Traditional Culture Encyclopedia - Hotel reservation - Inviting guests to dinner and finding that they have brought many people over, what should I do?
Inviting guests to dinner and finding that they have brought many people over, what should I do?
What do you do when you invite a friend to dinner and the friend brings a few people you don’t know? Let me tell you my opinion! First of all, it can be seen from this incident that this friend is a person who does not understand the world. What we treat to dinner is friendship. It is obviously wrong for him to bring several unrelated people to join us for dinner. Usually the person paying the bill pays the bill. If he is invited to eat alone, but he brings several people, then who pays the bill? It will make the situation very embarrassing! Secondly, this friend is a disrespectful person.
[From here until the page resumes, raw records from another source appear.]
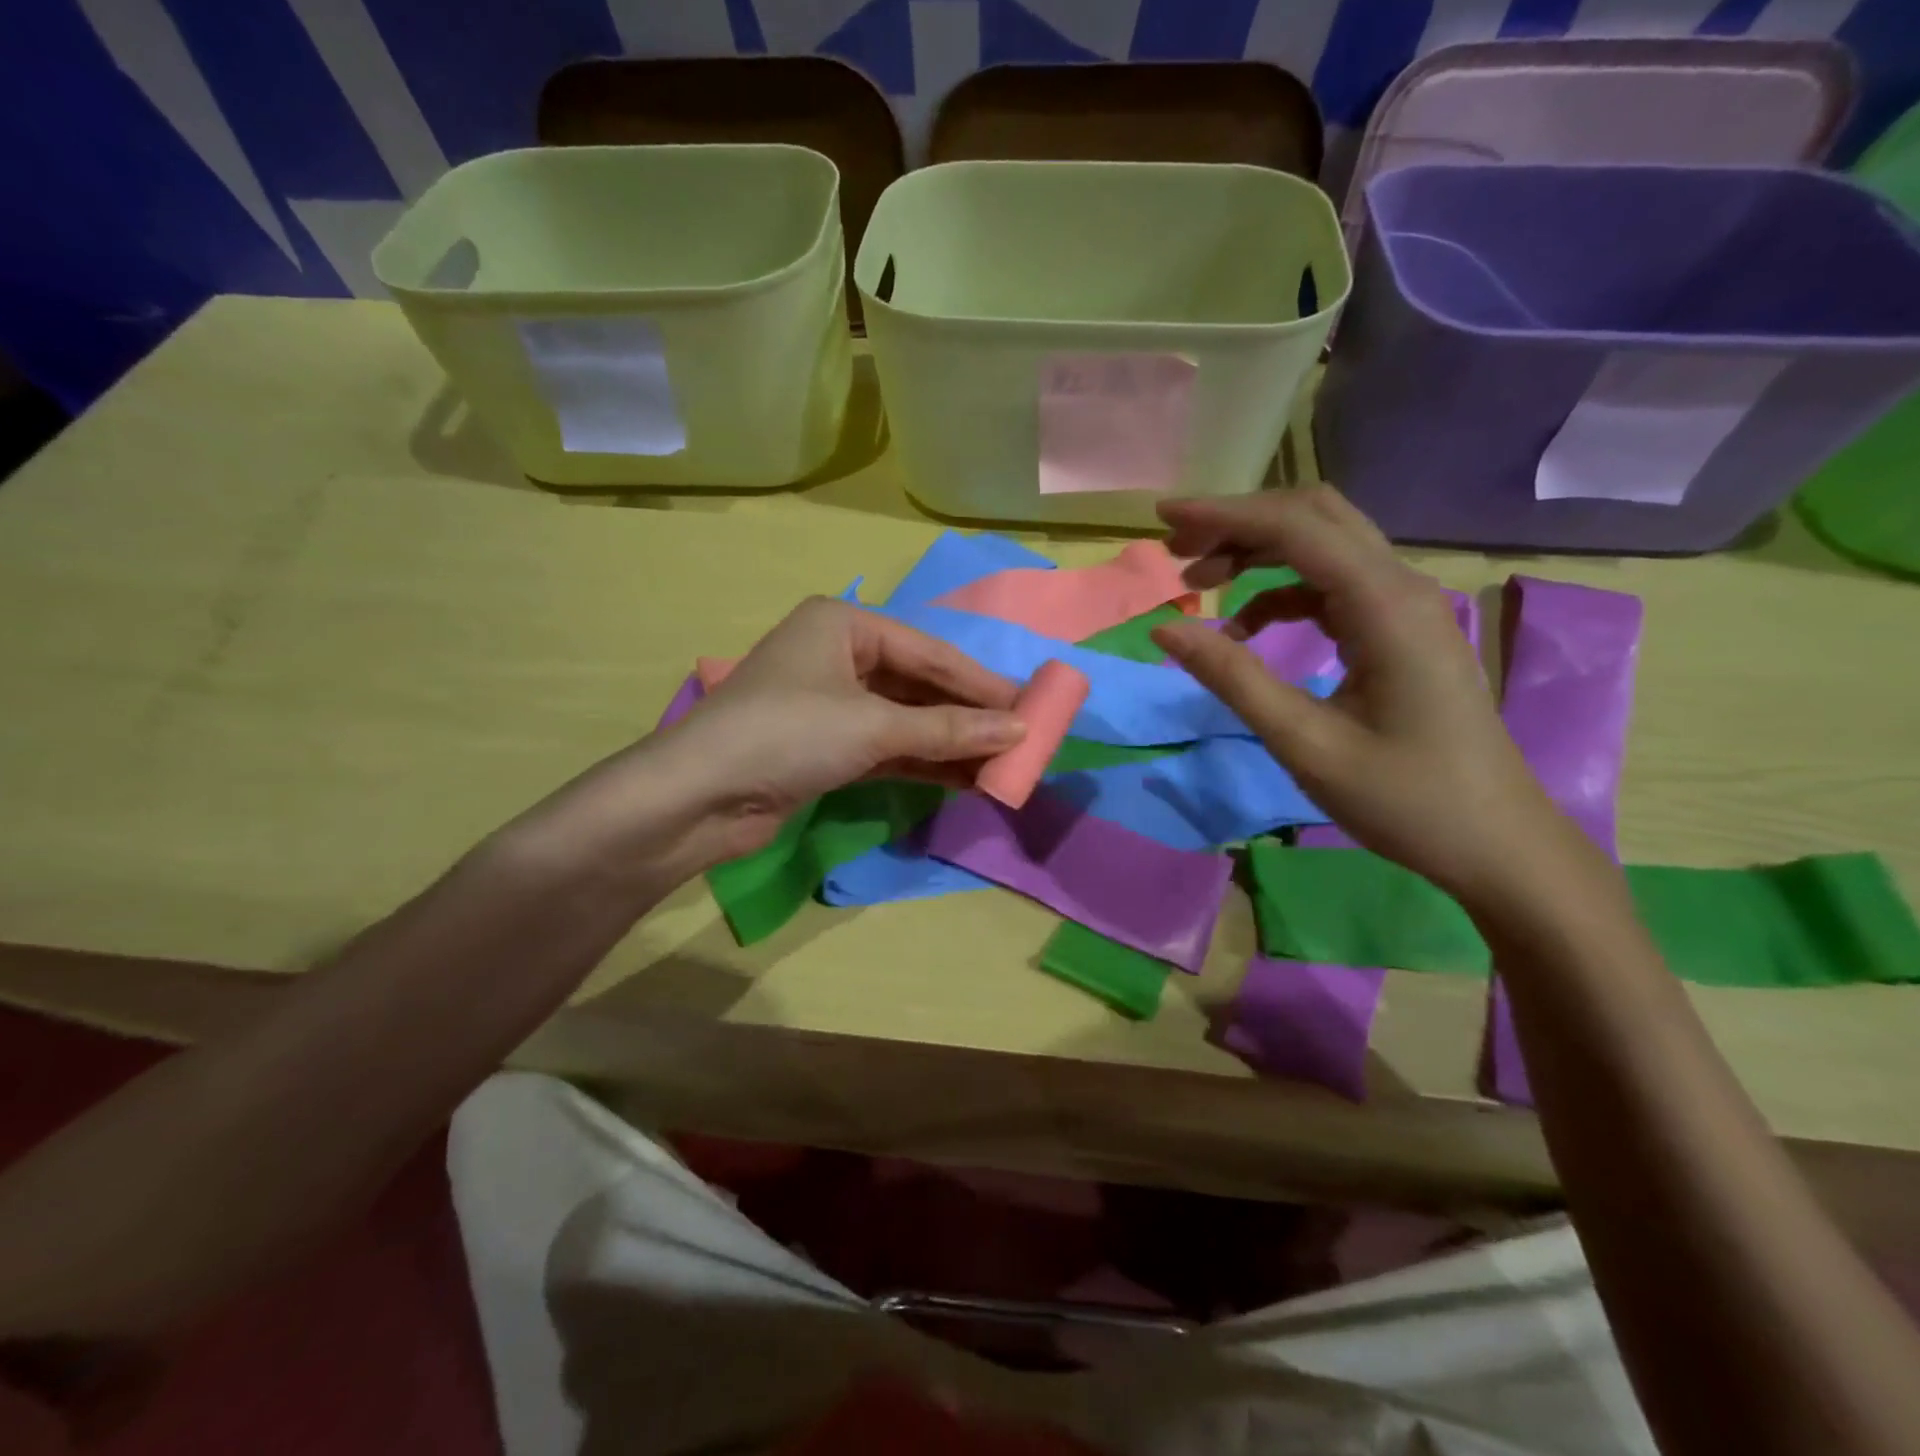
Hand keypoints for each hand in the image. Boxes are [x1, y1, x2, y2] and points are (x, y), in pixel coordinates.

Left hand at [657, 597, 1022, 858]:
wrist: (699, 797)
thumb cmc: (787, 734)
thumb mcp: (873, 725)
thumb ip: (947, 729)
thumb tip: (1019, 731)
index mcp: (844, 624)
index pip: (929, 652)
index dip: (981, 683)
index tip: (1032, 706)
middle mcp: (838, 656)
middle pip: (919, 685)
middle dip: (968, 715)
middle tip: (1022, 737)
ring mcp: (831, 705)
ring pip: (906, 721)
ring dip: (951, 743)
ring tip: (1003, 763)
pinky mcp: (827, 748)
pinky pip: (889, 749)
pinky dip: (924, 763)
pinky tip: (966, 778)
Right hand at [1150, 487, 1590, 910]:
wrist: (1495, 844)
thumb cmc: (1403, 800)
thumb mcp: (1304, 743)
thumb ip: (1233, 677)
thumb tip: (1164, 628)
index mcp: (1385, 607)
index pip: (1297, 529)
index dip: (1225, 514)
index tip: (1163, 516)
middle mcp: (1401, 588)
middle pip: (1315, 518)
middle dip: (1240, 523)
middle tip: (1177, 548)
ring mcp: (1405, 607)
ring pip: (1324, 546)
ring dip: (1259, 553)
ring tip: (1199, 583)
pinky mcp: (1400, 630)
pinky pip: (1333, 585)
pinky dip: (1281, 591)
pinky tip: (1247, 627)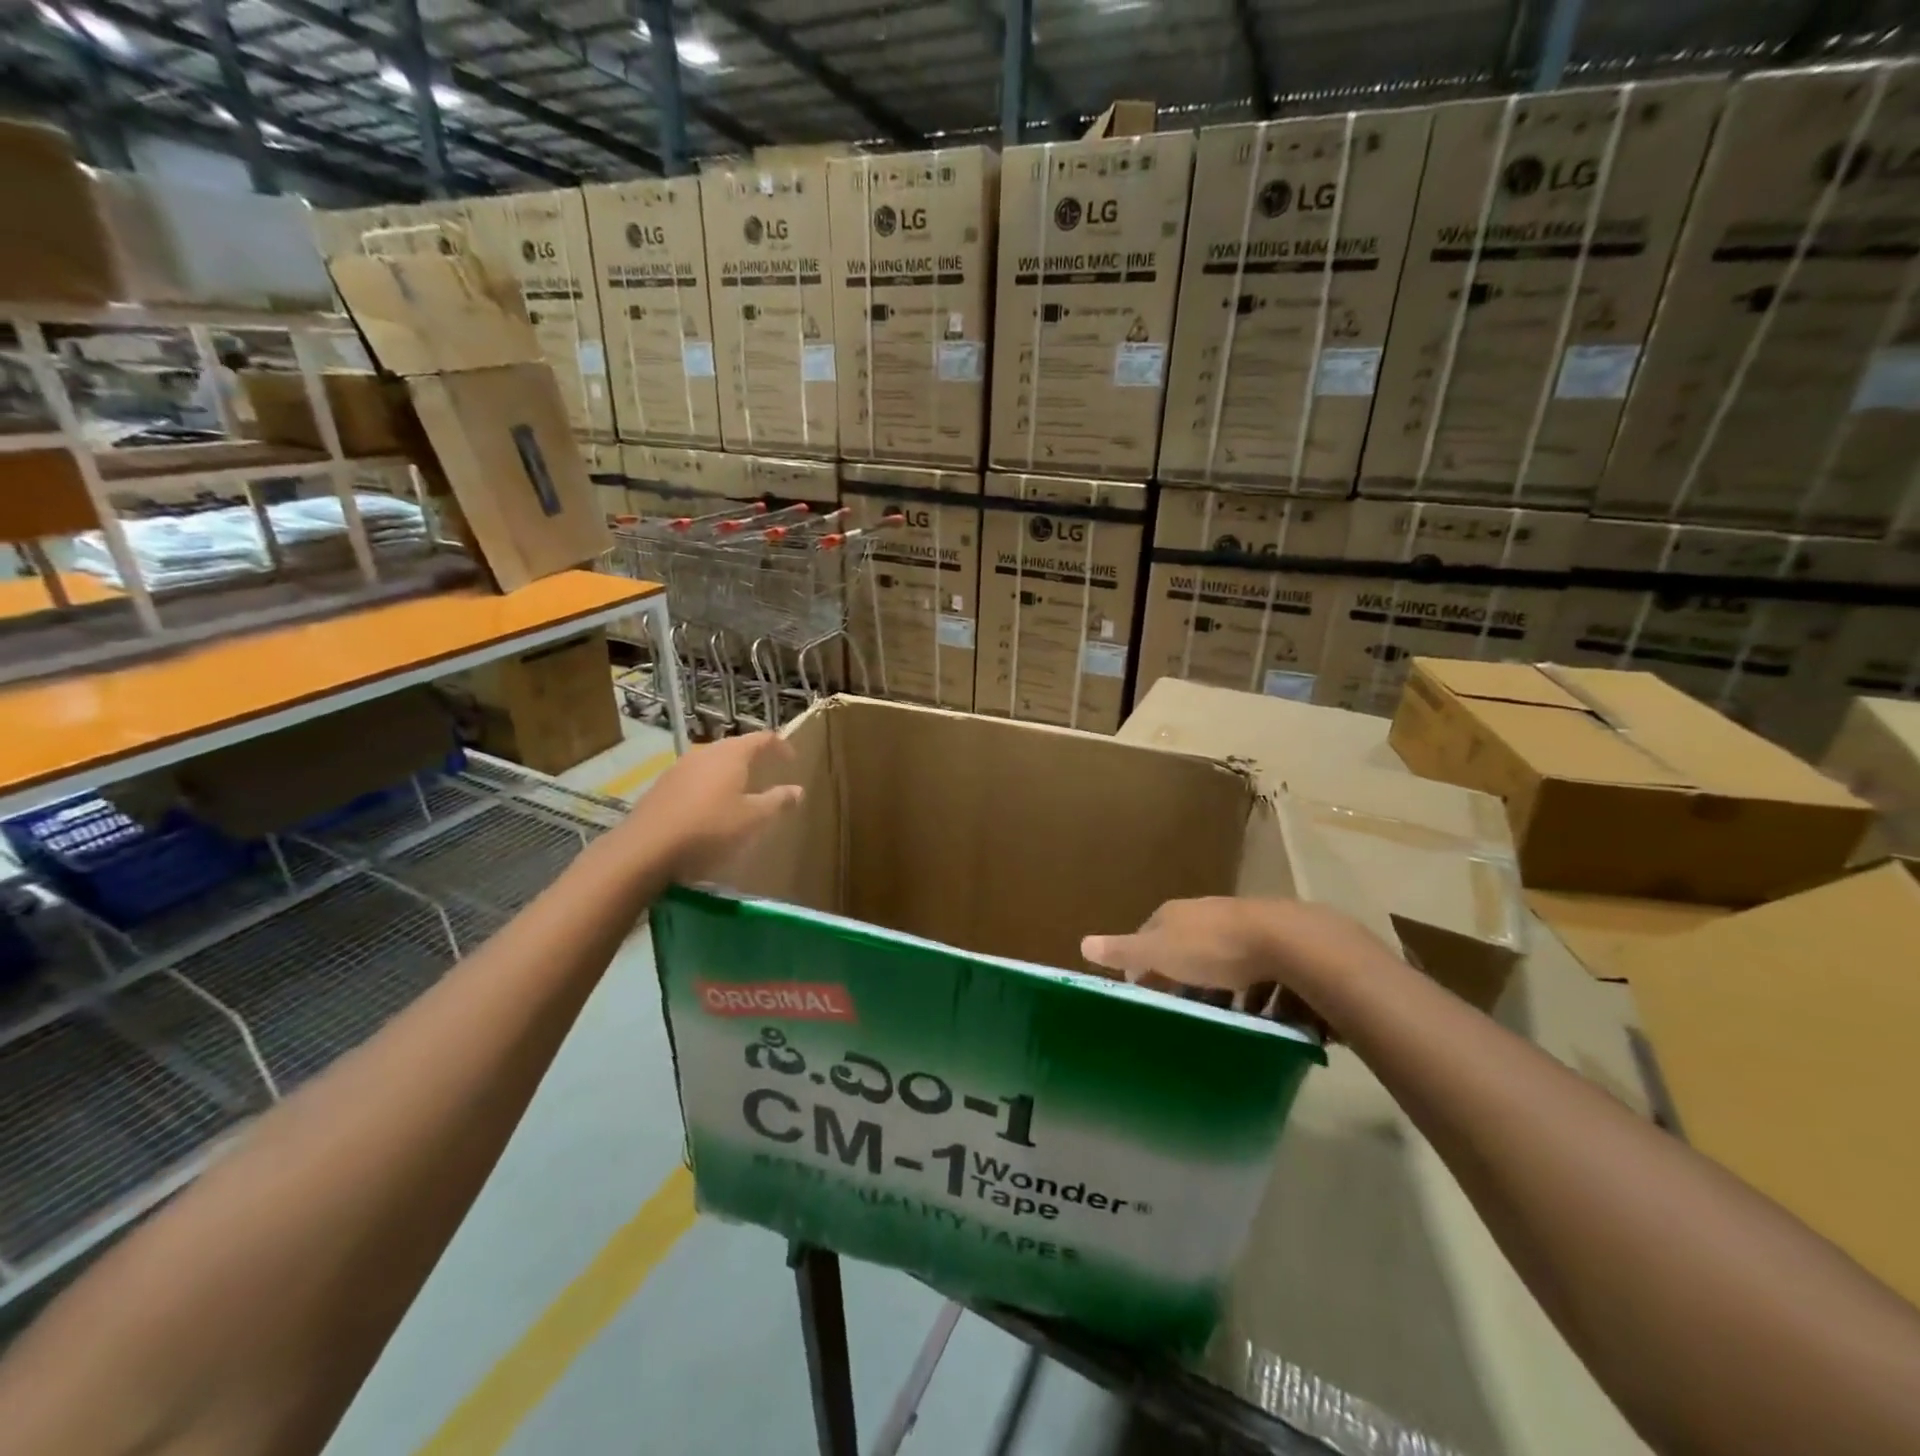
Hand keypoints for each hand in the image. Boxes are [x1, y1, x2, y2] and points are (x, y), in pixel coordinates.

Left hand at [618, 732, 803, 882]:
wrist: (646, 850)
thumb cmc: (709, 829)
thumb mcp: (753, 819)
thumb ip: (777, 801)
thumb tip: (797, 790)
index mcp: (730, 754)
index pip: (762, 738)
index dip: (780, 746)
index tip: (792, 760)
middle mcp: (704, 753)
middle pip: (735, 747)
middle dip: (754, 759)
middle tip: (769, 774)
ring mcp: (679, 768)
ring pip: (713, 763)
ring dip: (730, 773)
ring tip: (741, 793)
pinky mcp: (662, 787)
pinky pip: (695, 779)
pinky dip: (710, 786)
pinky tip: (711, 809)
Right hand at [1082, 897, 1396, 1027]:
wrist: (1286, 942)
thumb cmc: (1213, 949)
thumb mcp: (1160, 952)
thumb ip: (1124, 950)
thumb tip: (1082, 943)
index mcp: (1175, 914)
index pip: (1148, 936)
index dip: (1143, 965)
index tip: (1143, 994)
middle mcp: (1206, 915)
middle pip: (1185, 951)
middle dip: (1182, 980)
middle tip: (1181, 1013)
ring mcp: (1242, 927)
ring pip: (1221, 964)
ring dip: (1219, 991)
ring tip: (1220, 1023)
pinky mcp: (1274, 945)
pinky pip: (1255, 974)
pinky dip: (1251, 995)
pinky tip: (1256, 1017)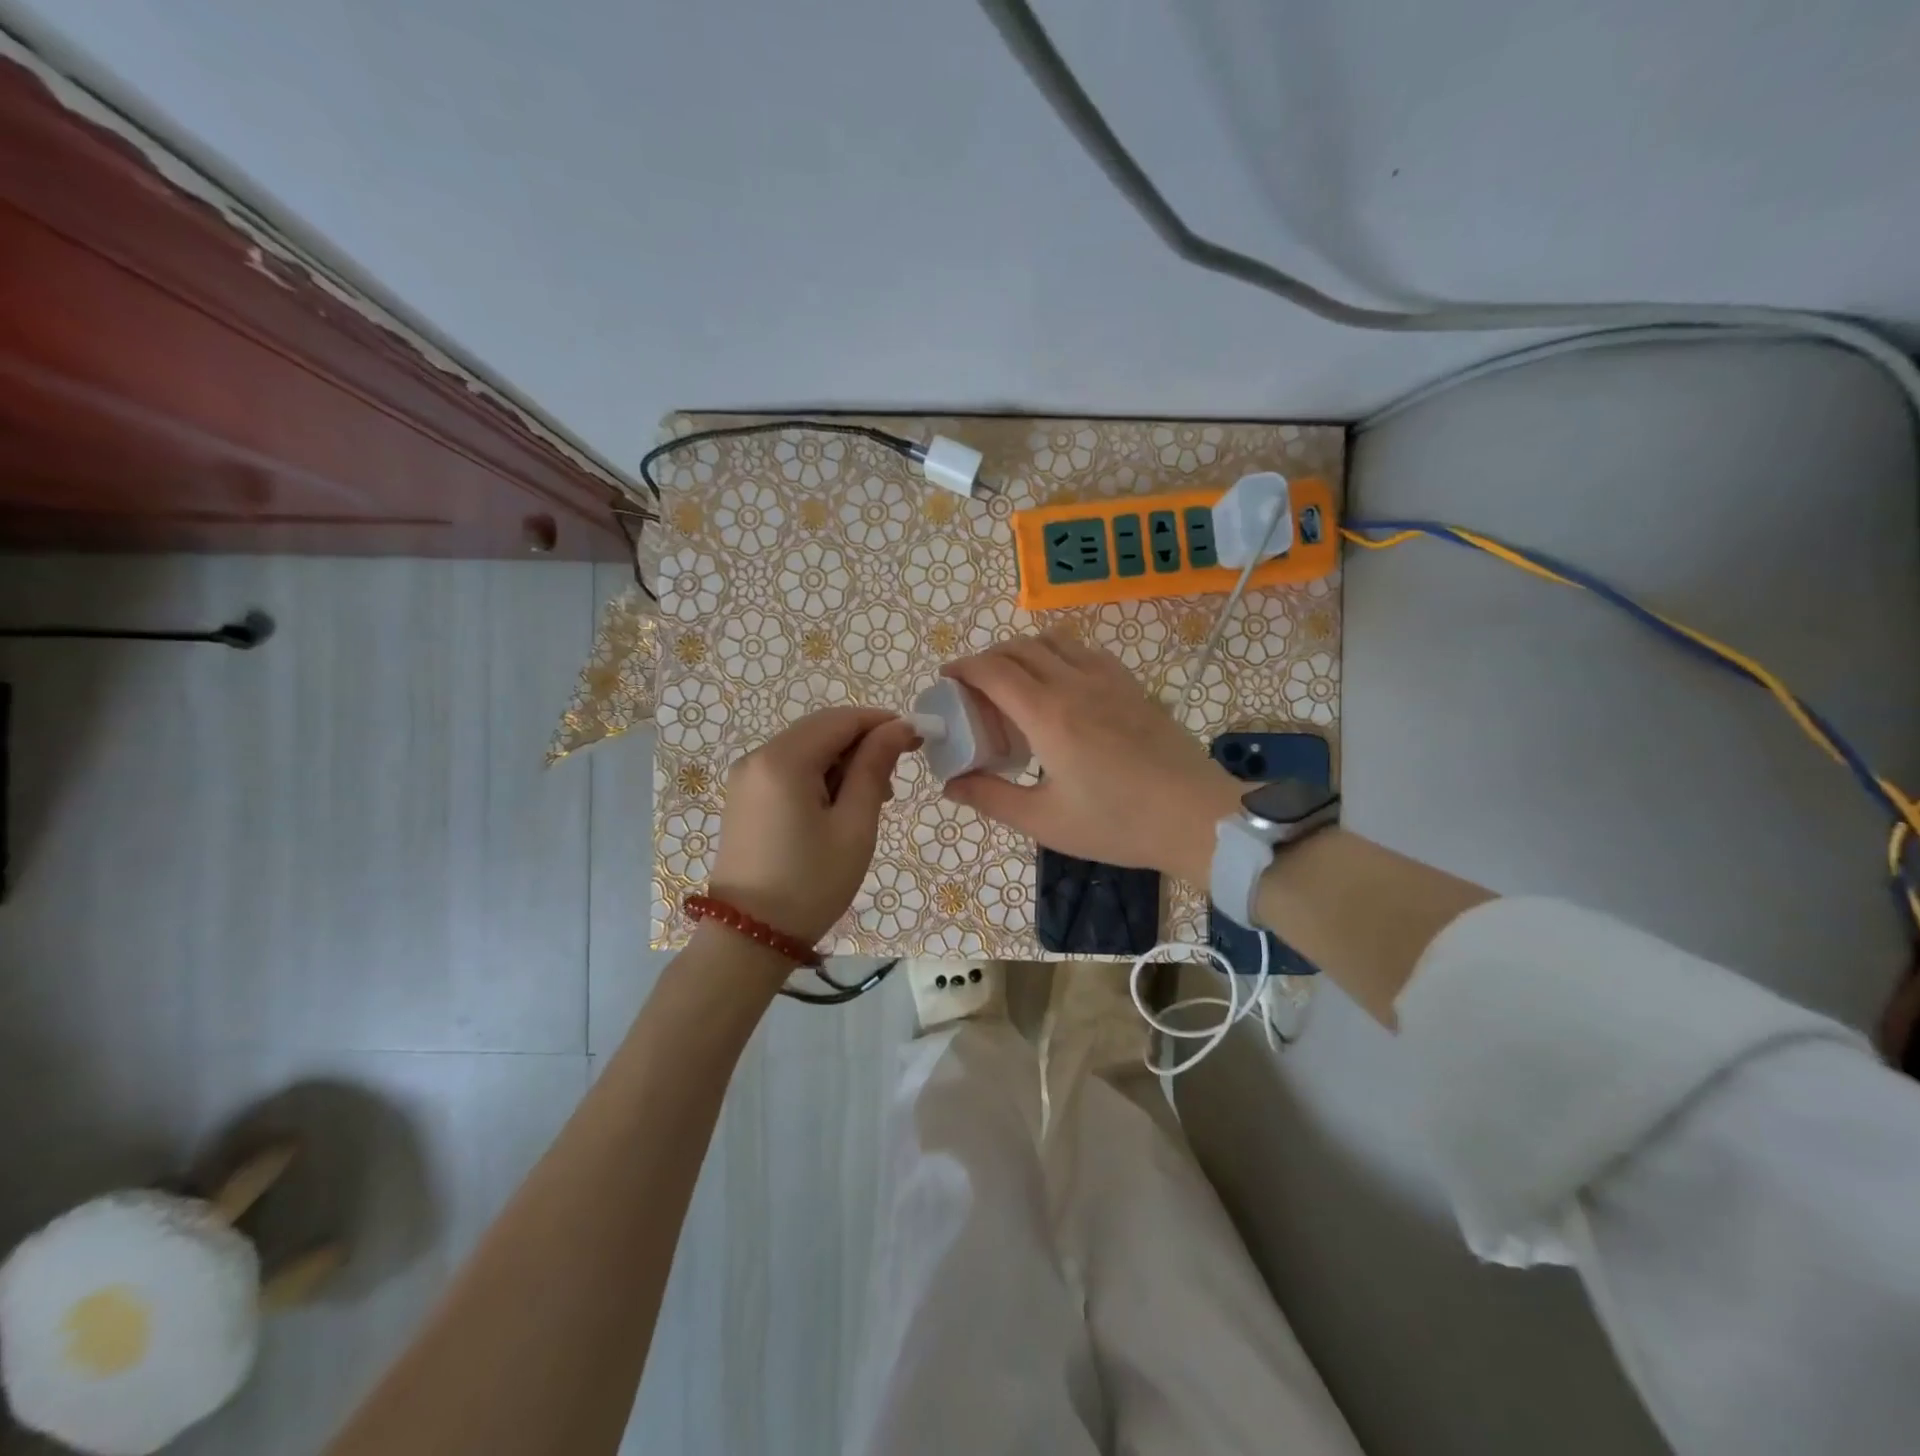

When someone invites someone to dinner, he brings his friends with him, without explaining it to his friends first, without asking for their permission, and without respecting other people's moods and ideas. He is a selfish person. The last friend is a person with a great reputation. When someone invites someone to dinner, he brings his friends with him to show that he is popular and capable, which makes him feel more dignified. But he didn't know that his so-called face had already been lost by himself.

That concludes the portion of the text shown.